MUMBAI – Chitra Awasthi has counseled thousands of Indian women for decades. Many of them are rape victims. But there is one woman whose story has stayed with her over the years.

That was about ten years ago, says Awasthi, whose RIT Foundation works to promote gender and social equality in India.

The woman was a domestic worker. Her husband was an alcoholic.

"Her husband didn't work. He first asked her for money to buy liquor," recalls Awasthi. "Then if she couldn't deliver it, he would rape her. That was the sequence, every day."

The woman didn't tell anyone for years.

“It wasn't just the stigma and social pressure. In reality, she did not know that she had the right to say no, that she had rights over her own body”, laments Awasthi.

Despite her advanced degree in social work and decades of experience in advocacy and counseling, Awasthi was frustrated. She could help the wife file a domestic violence case against her husband. But she was unable to file a rape complaint. Marital rape is not illegal in India.

Since then, Awasthi has been trying to change that. She is now one of several petitioners who have brought a case before the Delhi High Court to criminalize marital rape in India.

"It is because of this woman, whose name I can't even remember, that I filed this petition," says Awasthi. "I think she left her husband and went back to her parents' village, but I am no longer in contact. There are so many like her."

Why is there a loophole in marital rape?
Marital rape is a sensitive issue that is difficult to measure, but especially so in India, where perhaps most sexual violence occurs within families and goes unreported. According to the Government of India's most recent National Family Health Survey, approximately 30% of Indian women aged 18-49 reported experiencing spousal violence. When it comes to sexual violence, the average Indian woman is 17 times more likely to experience sexual violence from her husband than anyone else, according to the survey of 724,115 women.

The fight against the criminalization of marital rape dates back decades, but gained momentum in 2012 when a brutal gang rape on a New Delhi bus shocked the world. The victim who died from her injuries became known as "Nirbhaya", the fearless one, because Indian law did not allow her name to be publicly reported as a victim of sexual violence.

Her case prompted a reform of India's rape laws: a broader definition of what constitutes rape and longer prison sentences for those convicted. Police departments across India have also added Nirbhaya brigades of female police officers who patrol the dark streets at night.

"This is a great thing! But what happens is that it also reinforces the idea that sexual violence takes place outside the home," says Nayreen Daruwalla, director of the program for the prevention of violence against women and children in SNEHA, a non-profit group dedicated to promoting health and safety in Mumbai. slums “While the concept of rape within the home is still considered private. There is no recognition. There is no protocol."

Despite this review of India's rape laws after the 2012 Nirbhaya case, a loophole remained: marital rape is still not illegal.
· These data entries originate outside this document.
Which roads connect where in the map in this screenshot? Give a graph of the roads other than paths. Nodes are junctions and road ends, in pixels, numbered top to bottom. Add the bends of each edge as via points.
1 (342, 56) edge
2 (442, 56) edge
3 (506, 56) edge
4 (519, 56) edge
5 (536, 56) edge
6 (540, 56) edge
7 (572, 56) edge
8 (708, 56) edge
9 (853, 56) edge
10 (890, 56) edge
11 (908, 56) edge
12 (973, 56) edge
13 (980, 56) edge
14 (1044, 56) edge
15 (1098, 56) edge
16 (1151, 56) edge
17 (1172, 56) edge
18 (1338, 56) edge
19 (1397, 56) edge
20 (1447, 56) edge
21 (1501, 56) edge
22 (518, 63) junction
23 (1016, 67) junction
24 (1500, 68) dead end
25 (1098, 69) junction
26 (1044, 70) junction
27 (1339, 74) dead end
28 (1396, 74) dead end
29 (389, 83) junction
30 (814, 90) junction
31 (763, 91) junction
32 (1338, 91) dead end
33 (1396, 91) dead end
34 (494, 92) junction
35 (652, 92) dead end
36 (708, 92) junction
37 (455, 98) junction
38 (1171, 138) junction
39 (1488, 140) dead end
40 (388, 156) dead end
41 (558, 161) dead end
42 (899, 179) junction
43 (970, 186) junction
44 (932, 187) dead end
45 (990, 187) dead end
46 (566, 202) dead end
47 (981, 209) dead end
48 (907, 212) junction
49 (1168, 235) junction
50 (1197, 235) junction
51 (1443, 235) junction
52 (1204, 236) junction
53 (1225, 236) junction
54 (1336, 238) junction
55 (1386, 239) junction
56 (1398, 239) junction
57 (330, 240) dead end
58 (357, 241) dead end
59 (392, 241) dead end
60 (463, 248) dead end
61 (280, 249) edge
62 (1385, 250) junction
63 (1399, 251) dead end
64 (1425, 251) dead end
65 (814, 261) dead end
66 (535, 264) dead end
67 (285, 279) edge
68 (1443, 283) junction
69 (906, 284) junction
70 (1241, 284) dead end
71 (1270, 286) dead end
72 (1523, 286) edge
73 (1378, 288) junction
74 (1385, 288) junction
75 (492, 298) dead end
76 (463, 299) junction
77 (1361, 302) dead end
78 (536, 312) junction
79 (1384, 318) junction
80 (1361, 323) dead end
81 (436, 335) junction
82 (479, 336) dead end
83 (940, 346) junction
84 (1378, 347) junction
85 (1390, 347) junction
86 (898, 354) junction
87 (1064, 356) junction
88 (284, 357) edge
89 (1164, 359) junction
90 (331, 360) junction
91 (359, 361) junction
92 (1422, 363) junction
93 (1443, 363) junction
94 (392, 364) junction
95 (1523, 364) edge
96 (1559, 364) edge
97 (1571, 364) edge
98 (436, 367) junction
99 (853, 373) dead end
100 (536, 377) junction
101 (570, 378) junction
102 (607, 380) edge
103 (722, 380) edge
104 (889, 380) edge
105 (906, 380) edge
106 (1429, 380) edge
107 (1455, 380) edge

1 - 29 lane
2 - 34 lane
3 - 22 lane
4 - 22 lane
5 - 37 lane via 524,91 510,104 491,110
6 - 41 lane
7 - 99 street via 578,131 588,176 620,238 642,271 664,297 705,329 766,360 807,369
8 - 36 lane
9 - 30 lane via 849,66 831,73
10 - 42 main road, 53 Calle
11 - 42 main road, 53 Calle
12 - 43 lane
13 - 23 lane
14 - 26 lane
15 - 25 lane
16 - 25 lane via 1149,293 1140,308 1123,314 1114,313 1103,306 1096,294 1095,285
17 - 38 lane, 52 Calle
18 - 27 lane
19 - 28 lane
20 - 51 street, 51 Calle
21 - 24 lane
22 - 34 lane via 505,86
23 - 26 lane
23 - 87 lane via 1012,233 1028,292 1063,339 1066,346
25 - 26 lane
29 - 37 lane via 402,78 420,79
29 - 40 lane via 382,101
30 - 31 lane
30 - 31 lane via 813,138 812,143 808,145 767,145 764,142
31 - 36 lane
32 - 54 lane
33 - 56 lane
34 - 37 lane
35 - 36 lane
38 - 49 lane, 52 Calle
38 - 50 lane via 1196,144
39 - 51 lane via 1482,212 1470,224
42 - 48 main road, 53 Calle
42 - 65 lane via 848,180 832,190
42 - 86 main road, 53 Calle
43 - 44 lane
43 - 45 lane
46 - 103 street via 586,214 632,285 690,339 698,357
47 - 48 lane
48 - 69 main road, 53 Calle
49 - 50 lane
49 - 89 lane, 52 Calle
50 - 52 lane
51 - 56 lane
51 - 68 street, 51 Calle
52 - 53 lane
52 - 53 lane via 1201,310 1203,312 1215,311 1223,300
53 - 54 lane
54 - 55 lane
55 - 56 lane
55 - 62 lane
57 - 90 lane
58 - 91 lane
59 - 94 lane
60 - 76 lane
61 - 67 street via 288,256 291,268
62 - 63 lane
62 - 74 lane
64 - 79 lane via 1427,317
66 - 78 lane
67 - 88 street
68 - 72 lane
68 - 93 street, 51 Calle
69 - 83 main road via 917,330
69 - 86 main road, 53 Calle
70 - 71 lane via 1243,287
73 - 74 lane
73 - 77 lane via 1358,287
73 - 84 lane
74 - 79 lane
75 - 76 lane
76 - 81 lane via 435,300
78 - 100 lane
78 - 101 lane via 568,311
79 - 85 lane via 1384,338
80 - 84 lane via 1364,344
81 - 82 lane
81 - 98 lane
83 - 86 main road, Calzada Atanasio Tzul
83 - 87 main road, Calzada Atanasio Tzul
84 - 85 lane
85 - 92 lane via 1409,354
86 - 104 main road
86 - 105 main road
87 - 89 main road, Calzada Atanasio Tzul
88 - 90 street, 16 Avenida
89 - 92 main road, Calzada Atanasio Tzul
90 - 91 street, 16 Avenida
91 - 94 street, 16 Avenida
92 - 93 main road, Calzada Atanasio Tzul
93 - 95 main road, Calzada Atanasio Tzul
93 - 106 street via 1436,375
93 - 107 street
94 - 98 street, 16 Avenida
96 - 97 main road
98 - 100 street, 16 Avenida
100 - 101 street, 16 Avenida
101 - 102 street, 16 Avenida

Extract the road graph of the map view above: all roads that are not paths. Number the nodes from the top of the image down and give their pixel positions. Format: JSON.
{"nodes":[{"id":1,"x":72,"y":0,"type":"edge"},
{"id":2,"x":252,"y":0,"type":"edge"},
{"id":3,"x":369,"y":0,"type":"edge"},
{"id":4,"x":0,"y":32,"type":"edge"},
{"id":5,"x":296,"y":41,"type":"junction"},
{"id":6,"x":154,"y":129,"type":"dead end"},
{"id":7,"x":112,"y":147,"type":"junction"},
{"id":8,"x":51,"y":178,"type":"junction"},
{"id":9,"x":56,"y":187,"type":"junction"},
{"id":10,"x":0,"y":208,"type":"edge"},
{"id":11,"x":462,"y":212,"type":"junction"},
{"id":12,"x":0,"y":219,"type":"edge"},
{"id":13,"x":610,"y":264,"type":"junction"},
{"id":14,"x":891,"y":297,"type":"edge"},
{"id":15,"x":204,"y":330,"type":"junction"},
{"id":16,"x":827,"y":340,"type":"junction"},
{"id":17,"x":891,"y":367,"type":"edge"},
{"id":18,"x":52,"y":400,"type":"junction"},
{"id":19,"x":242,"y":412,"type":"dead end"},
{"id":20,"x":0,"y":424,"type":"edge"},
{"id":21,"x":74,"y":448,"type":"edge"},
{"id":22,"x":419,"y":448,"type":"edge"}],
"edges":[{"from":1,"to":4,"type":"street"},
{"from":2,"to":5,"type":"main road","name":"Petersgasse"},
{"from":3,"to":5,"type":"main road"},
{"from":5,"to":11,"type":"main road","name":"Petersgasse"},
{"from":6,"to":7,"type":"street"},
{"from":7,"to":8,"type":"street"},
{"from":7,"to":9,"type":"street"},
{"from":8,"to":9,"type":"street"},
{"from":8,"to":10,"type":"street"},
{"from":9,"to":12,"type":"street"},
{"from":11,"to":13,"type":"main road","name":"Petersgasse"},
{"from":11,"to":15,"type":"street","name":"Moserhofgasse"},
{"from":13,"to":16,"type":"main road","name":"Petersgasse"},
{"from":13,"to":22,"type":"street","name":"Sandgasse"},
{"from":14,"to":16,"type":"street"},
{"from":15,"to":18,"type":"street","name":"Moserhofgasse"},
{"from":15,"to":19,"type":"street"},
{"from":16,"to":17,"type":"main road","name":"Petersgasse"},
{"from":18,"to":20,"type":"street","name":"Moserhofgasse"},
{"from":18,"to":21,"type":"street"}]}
Section 375 of the Indian Penal Code, which prohibits rape, also contains an exception which reads: "Sexual intercourse or sexual acts by a man with his own wife, when the wife is not less than fifteen years of age, does not constitute violation".

The High Court petitioners call this patriarchal.

"After marriage, the husband has the right to the wife's body and this concept that a woman can refuse to have sex within marriage is not widely accepted," said Mariam Dhawale, general secretary of the All Democratic Women's Association. India (AIDWA). -Profit group that also filed a lawsuit in court. “In fact, it was not even accepted by the government. That is why the exception lasts to this day.”

For many equality advocates, this fight to close this loophole and explicitly make marital rape a crime is long overdue. But some conservatives see it as radical, even destructive of traditional Indian values.